Com efeito, a redacção de tais pontos encerram juízos conclusivos que antes se deveriam extrair dos factos materiais que os suportam e que se integram no thema decidendum.

Impõe-se, pois, expurgar da matéria de facto provada os pontos 6., 7 e 8 da matéria de facto uma vez que a mesma encerra exclusivamente matéria de natureza conclusiva (cfr. artigo 607.º, n.º 4 do CPC).

Não obstante o que acaba de ser referido, não existe qualquer outra factualidade com interesse para a matéria aqui em discussão que se possa aditar ao probatório, pois que os cheques (fls. 382, 385, 386, 387, 388, 389, 390, 391, 392, 393, 394, 395, 396, 397,399, 400, dos autos) e a Relação de cheques entregues pela «A........-…… , Lda» e respectivo gerente V....... ( fls. 383 e 398 dos autos) não apresentam qualquer referência a que pagamento se referem.

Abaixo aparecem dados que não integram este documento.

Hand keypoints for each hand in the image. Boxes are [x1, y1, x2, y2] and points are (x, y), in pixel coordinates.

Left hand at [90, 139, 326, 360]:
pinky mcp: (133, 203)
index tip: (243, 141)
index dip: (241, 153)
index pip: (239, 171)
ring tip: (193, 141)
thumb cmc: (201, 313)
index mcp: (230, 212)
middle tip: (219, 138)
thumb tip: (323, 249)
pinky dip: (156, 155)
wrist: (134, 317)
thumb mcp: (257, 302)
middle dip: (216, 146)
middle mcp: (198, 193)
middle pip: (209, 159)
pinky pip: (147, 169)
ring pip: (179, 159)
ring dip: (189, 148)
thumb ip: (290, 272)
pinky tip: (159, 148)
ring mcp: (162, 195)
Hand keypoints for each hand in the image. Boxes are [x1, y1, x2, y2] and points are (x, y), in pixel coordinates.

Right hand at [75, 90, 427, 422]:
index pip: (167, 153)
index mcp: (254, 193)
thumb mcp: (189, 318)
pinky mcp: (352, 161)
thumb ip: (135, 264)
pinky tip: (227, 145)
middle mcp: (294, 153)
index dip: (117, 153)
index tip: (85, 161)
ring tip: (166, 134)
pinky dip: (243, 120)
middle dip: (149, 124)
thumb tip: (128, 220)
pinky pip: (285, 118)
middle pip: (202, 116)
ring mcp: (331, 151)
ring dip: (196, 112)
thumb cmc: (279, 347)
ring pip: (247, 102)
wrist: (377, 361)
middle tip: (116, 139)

Nem tão pouco dos depoimentos prestados (Acta de Inquirição de Testemunhas (fls.201 a 203 e 401 a 402 dos autos) se pode retirar qualquer conclusão a que aqueles se referem, sublinhando-se que a recorrida a fls. 186 dos autos, prescindir da prova pericial requerida.

Alteração oficiosa, por ampliação, da decisão sobre a matéria de facto

Por se entender relevante à decisão de mérito a proferir, na medida em que documentalmente demonstrada, adita-se ao probatório a coberto do estatuído no artigo 662.º, nº.1, do CPC ex vi artigo 281.º do CPPT, a seguinte factualidade:

9. Na sequência da acção inspectiva identificada no ponto 2, foi elaborado o Relatório de Inspecção do qual, para além do mais, consta o seguinte:

«4. 5 Do controlo dos fluxos financeiros

Os Diários escriturados são os seguintes:

1-COMPRAS

2-VENDAS

3- OPERAÇÕES DIVERSAS

4- CAIXA

5- LETRAS

6- BANCOS

Os procedimentos realizados para efeito de contabilização do Imposto Especial de Consumo consistiram nas seguintes relevações: nas vendas:

2111 (Clientes)

a 71111 (Mercadoria) / 71116 (IEC) / 24233 (IVA) nas devoluções de vendas:

71711 (Mercadoria)/71716 (IEC)/24341 (IVA) a 2111 (Clientes) no apuramento do IEC (fotocópia do Mod. 2109):

71116 (IEC liquidado aos clientes) a 24901 (IEC apurado a pagar na Alfândega) /

71716 (IEC devolvido aos clientes) no pagamento (guia Mod 2109):

24901 (IEC apurado a pagar na Alfândega)

a 11 (Caixa) /12 (Depósitos à Ordem)

A consulta para análise das facturas de venda permitiu constatar a inexistência de 9 (nove) verificando-se por conseguinte descontinuidades na numeração sequencial daqueles documentos. As facturas em causa são as seguintes: 962368, 962471, 962569, 962672, 963045, 963491, 963762, 963821 e 960999.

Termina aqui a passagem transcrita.